How many lines in the material below contain the string "Железнодорожная"? Answer with the number alone.

*DATA RECORDS:*

**********

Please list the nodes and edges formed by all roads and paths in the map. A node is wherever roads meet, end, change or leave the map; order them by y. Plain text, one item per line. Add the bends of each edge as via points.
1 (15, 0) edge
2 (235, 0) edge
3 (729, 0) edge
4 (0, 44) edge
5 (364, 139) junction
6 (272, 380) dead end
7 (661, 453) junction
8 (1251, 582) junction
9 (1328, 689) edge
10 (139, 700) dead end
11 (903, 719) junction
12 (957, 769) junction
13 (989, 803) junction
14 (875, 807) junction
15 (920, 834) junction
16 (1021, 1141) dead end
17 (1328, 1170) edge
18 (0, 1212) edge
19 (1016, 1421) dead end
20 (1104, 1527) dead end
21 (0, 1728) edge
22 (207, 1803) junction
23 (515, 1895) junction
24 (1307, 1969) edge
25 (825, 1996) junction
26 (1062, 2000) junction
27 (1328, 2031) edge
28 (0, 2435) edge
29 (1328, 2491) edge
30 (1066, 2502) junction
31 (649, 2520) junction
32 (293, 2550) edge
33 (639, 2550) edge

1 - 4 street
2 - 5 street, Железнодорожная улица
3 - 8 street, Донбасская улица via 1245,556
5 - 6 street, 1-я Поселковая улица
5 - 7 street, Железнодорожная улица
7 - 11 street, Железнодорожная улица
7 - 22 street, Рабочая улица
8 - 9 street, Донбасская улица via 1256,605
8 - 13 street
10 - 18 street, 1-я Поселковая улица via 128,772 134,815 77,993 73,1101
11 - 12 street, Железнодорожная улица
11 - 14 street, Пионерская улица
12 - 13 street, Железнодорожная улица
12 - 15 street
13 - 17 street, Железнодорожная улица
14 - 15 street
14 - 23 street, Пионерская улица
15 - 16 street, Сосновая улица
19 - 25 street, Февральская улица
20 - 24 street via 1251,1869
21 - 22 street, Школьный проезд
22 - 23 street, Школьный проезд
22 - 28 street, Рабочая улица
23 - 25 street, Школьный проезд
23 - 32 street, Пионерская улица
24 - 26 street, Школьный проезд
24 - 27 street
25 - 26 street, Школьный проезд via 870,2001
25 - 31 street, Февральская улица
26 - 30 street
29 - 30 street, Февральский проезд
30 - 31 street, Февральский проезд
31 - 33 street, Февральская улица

**********

*WRITTEN SOLUTION:* 6